Your task
If any record holds an image, omit the image and print the rest exactly.

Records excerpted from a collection
-- Opening Marker --

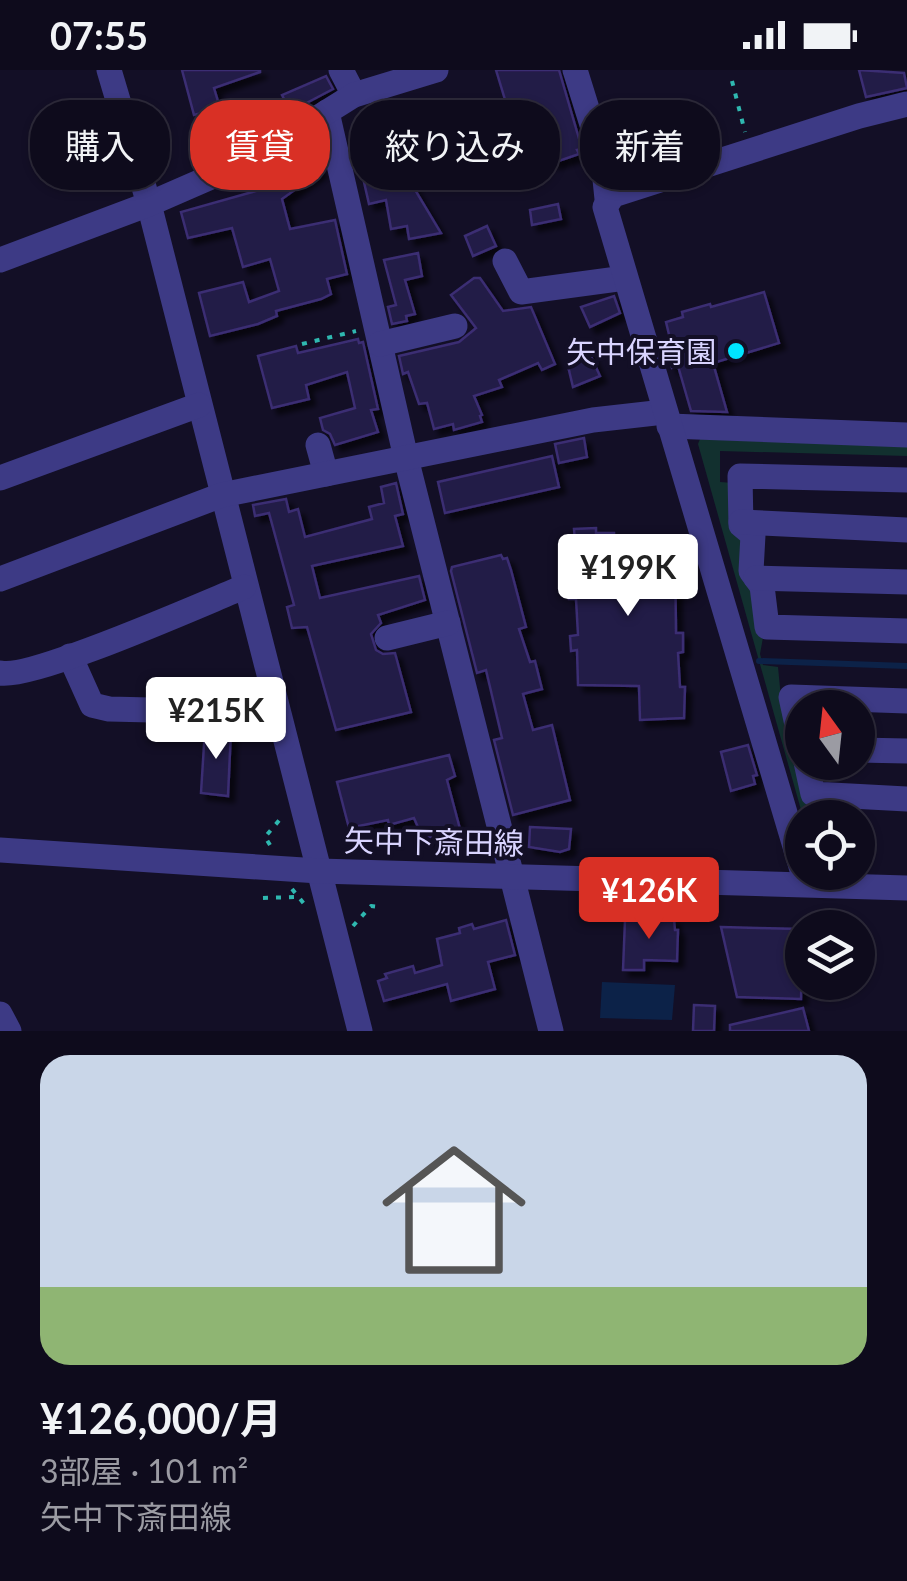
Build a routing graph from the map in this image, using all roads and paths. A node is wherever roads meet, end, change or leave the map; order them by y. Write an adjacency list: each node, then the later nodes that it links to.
1 (109, 70): 13 (street)
2 (341, 70): 6 (street)
3 (436, 70): 6 (street)
4 (576, 70): 12 (street)
5 (732, 80): 10 (path)
6 (354, 95): 8 (street)
7 (907, 104): 10 (street)
8 (330, 110)
9 (330, 125): 18 (street)
10 (750, 151): 12 (street)
11 (190, 186): 13 (street)
12 (608, 199): 16 (street)
13 (149, 204): 14 (street); 20 (street)
14 (0, 260)
15 (505, 261): 16 (street)
16 (626, 278): 21 (street)
17 (455, 326): 18 (street)
18 (378, 335): 19 (path); 24 (street)
19 (302, 344)
20 (199, 405): 26 (street); 28 (street)
21 (667, 419): 22 (street); 24 (street); 47 (street)
22 (907, 436)
23 (318, 445): 25 (street)
24 (406, 458): 25 (street); 35 (street)
25 (326, 474): 28 (street)
26 (0, 478)
27 (907, 480): 29 (street)
28 (222, 495): 32 (street); 34 (street)
29 (741, 522): 30 (street); 31 (street)
30 (907, 530)
31 (756, 578): 33 (street); 36 (street)
32 (0, 579)
33 (907, 582)
34 (244, 587): 38 (street); 42 (street)
35 (448, 623): 37 (street); 52 (street)
36 (907, 631)
37 (387, 638)
38 (70, 656): 39 (street); 42 (street)
39 (0, 673)
40 (875, 700): 41 (street)
41 (907, 701)
42 (276, 713): 51 (street)
43 (875, 750): 44 (street)
44 (907, 751)
45 (810, 780): 46 (street)
46 (907, 799)
47 (785, 813)
48 (283, 816): 49 (path)
49 (265, 837)
50 (0, 850): 51 (street, 矢中下斎田線)
51 (319, 871): 52 (street, 矢中下斎田線); 62 (street)
52 (513, 874): 53 (street, 矢中下斎田線); 63 (street)
53 (785, 876)
54 (875, 884): 55 (street, 矢中下斎田線)
55 (907, 888)
56 (296, 897): 57 (path)
57 (263, 898)
58 (380, 907): 59 (path)
59 (352, 928)
60 (0, 1014): 61 (street)
61 (9, 1031)
62 (360, 1031)
63 (550, 1031)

-- Closing Marker --

Solution
Build a routing graph from the map in this image, using all roads and paths. A node is wherever roads meet, end, change or leave the map; order them by y. Write an adjacency list: each node, then the later nodes that it links to.
1 (109, 70): 13 (street)
2 (341, 70): 6 (street)
3 (436, 70): 6 (street)
4 (576, 70): 12 (street)
5 (732, 80): 10 (path)
6 (354, 95): 8 (street)
7 (907, 104): 10 (street)
8 (330, 110)
9 (330, 125): 18 (street)
10 (750, 151): 12 (street)
11 (190, 186): 13 (street)
12 (608, 199): 16 (street)
13 (149, 204): 14 (street); 20 (street)
14 (0, 260)
15 (505, 261): 16 (street)
16 (626, 278): 21 (street)
17 (455, 326): 18 (street)
18 (378, 335): 19 (path); 24 (street)
19 (302, 344)
20 (199, 405): 26 (street); 28 (street)
21 (667, 419): 22 (street); 24 (street); 47 (street)
22 (907, 436)
23 (318, 445): 25 (street)
24 (406, 458): 25 (street); 35 (street)
25 (326, 474): 28 (street)
26 (0, 478)
27 (907, 480): 29 (street)
28 (222, 495): 32 (street); 34 (street)
29 (741, 522): 30 (street); 31 (street)
30 (907, 530)
31 (756, 578): 33 (street); 36 (street)
32 (0, 579)
33 (907, 582)
34 (244, 587): 38 (street); 42 (street)
35 (448, 623): 37 (street); 52 (street)
36 (907, 631)
37 (387, 638)
38 (70, 656): 39 (street); 42 (street)
39 (0, 673)
40 (875, 700): 41 (street)
41 (907, 701)
42 (276, 713): 51 (street)
43 (875, 750): 44 (street)
44 (907, 751)
45 (810, 780): 46 (street)
46 (907, 799)
47 (785, 813)
48 (283, 816): 49 (path)
49 (265, 837)
50 (0, 850): 51 (street, 矢中下斎田線)
51 (319, 871): 52 (street, 矢中下斎田線); 62 (street)
52 (513, 874): 53 (street, 矢中下斎田線); 63 (street)
53 (785, 876)
54 (875, 884): 55 (street, 矢中下斎田線)
55 (907, 888)
56 (296, 897): 57 (path)
57 (263, 898)
58 (380, 907): 59 (path)
59 (352, 928)
60 (0, 1014): 61 (street)
61 (9, 1031)
62 (360, 1031)
63 (550, 1031)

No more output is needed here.